» **Work to be completed**
Could you tally the lines of the entries that carry the string "Liranga"? Reply with the number and nothing more.

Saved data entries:
= Beginning of Section =
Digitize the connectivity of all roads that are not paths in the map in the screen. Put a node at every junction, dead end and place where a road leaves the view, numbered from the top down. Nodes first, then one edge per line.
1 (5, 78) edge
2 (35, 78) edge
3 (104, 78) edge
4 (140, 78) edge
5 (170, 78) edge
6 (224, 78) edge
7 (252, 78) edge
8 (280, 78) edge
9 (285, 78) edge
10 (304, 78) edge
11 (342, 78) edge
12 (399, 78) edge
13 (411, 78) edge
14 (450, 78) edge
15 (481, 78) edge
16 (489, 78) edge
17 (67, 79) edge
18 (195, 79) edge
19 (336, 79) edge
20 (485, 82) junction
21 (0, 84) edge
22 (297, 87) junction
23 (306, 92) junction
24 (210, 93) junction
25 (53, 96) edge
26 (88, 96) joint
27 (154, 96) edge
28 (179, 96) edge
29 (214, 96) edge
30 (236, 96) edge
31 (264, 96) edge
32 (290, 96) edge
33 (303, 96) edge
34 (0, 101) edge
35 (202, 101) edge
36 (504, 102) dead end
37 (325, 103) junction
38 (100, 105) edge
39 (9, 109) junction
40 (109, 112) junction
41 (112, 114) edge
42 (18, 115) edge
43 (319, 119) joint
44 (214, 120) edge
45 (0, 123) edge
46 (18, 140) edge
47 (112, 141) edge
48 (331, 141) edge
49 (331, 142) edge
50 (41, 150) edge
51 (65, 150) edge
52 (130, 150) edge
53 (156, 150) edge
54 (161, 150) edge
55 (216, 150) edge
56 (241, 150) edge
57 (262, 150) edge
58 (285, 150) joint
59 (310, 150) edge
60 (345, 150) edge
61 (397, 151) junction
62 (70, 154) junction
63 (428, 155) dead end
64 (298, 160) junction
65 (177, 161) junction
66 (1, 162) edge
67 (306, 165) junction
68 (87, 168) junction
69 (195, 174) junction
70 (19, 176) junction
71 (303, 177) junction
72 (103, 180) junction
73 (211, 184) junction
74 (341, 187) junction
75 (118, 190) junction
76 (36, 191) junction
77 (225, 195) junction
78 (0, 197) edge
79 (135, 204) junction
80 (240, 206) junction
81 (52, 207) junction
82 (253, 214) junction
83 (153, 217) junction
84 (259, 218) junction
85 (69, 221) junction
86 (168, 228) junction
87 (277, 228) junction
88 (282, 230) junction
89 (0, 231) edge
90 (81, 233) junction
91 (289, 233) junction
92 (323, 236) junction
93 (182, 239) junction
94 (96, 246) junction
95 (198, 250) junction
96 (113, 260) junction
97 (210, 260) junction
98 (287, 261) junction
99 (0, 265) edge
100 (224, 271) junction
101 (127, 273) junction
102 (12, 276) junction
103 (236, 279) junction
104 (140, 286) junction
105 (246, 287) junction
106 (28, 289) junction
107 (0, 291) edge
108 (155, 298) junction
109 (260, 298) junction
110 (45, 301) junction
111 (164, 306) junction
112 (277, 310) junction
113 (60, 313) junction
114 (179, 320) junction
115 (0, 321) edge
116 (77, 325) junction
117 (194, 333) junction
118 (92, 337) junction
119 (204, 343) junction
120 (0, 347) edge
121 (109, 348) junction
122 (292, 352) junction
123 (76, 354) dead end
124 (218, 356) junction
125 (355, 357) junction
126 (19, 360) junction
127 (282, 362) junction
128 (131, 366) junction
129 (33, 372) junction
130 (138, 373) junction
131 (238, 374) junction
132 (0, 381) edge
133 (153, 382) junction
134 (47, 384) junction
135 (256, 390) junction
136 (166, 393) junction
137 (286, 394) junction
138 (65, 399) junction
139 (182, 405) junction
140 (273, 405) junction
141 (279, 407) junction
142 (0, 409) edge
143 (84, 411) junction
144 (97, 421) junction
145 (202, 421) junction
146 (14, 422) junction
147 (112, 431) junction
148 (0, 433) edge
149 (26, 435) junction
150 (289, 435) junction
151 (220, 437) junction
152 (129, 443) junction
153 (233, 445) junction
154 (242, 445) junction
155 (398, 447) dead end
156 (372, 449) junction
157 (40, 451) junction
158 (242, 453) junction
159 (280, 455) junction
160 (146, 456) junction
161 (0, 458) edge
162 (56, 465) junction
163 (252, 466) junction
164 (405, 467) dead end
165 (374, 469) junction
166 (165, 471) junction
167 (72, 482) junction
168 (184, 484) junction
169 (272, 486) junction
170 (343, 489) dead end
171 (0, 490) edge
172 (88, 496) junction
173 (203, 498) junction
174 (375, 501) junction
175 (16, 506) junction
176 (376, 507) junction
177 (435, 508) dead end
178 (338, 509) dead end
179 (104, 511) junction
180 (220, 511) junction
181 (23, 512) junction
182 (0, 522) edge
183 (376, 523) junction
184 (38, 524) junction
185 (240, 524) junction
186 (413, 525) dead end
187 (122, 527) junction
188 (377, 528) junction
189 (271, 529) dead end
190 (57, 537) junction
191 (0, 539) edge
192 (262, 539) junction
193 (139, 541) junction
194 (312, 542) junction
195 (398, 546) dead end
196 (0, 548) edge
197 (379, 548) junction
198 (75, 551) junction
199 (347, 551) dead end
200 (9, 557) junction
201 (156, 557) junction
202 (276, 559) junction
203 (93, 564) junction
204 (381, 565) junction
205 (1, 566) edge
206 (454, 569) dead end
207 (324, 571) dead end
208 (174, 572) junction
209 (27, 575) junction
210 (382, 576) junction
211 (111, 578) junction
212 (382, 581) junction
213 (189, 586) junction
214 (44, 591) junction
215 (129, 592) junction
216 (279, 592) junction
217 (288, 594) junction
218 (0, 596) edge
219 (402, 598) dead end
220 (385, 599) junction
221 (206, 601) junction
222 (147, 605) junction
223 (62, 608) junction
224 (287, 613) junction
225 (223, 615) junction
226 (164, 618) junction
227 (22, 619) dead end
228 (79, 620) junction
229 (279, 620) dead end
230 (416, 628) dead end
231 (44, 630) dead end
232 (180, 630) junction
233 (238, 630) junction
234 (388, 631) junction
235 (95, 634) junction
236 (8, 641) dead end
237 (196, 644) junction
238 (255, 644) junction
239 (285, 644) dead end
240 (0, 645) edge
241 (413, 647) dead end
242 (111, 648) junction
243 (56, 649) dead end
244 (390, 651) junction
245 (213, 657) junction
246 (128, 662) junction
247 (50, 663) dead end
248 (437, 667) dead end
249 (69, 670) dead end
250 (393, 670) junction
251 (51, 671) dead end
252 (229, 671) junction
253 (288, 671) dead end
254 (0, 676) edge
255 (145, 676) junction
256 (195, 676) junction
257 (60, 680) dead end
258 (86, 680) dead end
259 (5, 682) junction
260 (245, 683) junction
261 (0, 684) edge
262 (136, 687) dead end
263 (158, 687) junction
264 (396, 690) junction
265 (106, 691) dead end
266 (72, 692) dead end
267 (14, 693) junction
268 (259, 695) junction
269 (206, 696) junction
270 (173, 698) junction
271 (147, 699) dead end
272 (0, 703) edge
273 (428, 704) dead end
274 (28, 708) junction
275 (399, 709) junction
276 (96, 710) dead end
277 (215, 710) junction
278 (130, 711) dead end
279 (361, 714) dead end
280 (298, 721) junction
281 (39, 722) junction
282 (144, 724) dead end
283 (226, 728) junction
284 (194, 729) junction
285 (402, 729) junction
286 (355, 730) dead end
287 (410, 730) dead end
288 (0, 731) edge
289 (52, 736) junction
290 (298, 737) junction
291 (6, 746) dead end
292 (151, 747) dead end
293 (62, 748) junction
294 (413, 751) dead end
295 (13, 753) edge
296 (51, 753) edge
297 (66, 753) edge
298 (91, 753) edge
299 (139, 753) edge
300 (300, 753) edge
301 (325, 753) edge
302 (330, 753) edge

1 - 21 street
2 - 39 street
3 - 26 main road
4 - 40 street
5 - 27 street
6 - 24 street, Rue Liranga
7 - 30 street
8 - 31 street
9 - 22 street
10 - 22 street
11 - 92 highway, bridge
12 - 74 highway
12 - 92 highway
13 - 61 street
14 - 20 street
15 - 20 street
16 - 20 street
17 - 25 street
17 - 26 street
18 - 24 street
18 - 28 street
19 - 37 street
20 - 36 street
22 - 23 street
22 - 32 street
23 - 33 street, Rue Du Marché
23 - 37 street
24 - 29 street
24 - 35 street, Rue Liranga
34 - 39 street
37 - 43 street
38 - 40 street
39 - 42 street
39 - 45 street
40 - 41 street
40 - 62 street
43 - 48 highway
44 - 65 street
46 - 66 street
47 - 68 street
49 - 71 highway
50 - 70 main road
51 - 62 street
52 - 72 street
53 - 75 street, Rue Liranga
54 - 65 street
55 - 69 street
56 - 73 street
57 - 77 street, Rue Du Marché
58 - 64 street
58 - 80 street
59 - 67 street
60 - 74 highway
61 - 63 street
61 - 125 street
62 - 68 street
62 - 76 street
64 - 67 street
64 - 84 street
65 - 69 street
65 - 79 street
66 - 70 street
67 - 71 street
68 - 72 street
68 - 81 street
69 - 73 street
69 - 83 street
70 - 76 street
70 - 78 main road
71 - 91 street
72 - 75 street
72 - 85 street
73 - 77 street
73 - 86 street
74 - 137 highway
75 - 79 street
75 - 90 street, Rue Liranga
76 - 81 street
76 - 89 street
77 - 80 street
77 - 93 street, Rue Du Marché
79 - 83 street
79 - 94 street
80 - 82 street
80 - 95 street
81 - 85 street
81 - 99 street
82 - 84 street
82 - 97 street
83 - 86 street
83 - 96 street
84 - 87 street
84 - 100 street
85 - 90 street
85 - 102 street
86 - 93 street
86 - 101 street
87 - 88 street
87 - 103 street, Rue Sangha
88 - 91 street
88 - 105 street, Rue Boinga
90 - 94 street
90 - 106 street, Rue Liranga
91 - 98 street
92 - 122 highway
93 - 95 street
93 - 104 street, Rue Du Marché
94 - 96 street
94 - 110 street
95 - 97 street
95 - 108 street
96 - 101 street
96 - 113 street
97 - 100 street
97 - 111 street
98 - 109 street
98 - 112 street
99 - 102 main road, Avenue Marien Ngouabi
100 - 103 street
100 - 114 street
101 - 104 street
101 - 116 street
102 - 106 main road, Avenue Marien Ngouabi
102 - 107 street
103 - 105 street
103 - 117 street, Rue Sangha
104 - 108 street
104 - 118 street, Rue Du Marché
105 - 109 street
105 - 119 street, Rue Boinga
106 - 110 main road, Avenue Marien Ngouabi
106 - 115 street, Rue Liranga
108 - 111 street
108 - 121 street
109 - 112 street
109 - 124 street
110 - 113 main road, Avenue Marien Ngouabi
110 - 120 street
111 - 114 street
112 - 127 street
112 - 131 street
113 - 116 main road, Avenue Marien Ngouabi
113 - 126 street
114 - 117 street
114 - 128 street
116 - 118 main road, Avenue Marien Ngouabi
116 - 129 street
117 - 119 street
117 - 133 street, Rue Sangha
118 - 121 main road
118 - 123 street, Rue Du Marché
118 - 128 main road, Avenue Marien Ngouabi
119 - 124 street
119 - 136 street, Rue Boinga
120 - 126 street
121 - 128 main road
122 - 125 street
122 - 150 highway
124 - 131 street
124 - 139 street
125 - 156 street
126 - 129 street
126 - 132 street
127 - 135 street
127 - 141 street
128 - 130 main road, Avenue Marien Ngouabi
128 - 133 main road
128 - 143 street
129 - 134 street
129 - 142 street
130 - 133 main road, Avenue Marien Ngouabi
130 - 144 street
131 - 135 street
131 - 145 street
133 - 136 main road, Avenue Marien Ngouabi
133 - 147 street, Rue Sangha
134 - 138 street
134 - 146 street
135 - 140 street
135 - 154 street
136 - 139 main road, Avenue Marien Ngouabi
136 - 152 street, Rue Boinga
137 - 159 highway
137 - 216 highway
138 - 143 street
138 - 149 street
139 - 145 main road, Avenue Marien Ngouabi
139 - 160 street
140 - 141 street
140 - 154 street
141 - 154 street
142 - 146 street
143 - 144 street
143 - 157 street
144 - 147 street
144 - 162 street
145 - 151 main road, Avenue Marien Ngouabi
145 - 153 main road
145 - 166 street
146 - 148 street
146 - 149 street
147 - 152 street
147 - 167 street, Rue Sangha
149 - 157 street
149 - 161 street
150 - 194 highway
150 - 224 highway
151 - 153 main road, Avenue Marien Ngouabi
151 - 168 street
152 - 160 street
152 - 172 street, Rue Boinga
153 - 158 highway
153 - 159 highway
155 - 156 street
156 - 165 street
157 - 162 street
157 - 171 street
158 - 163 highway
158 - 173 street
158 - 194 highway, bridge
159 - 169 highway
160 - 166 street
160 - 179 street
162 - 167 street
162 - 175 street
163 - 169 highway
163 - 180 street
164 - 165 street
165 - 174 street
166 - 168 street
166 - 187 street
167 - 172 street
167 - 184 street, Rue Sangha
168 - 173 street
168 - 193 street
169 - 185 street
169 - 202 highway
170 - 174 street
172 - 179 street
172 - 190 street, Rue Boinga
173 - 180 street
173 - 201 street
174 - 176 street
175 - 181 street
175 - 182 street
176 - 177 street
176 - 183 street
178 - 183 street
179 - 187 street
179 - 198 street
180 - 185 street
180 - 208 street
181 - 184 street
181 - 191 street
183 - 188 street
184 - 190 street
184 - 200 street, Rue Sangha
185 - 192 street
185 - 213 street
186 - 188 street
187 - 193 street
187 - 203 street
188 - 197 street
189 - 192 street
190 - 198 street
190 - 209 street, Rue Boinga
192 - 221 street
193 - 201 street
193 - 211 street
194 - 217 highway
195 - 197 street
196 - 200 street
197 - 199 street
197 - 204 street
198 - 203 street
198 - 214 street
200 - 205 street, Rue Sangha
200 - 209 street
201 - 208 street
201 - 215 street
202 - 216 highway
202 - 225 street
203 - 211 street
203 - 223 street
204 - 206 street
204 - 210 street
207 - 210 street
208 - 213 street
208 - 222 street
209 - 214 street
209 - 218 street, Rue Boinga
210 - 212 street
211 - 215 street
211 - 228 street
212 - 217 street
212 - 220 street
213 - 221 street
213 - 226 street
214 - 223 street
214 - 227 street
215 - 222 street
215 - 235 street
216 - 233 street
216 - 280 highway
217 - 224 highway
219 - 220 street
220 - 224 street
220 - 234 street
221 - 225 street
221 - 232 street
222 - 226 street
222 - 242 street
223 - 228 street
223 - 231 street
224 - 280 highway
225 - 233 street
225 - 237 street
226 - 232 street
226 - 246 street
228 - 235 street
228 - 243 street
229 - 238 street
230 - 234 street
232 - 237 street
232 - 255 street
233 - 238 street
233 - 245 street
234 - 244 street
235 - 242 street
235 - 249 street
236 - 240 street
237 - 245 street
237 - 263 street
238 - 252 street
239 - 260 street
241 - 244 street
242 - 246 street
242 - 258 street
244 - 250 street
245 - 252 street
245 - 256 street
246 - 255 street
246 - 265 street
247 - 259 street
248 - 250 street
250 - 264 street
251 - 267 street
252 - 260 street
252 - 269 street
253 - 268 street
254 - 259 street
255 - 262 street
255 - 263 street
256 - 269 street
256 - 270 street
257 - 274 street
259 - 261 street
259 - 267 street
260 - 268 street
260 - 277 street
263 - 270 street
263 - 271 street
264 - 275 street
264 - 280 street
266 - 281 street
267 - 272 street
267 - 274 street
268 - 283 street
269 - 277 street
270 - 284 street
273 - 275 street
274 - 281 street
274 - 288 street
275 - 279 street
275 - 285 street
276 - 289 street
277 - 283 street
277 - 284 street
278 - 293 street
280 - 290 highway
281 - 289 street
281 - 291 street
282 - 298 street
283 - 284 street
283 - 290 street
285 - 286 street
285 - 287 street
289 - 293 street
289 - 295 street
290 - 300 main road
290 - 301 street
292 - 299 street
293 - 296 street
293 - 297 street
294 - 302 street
= End of Section =
» **Solved problem**
6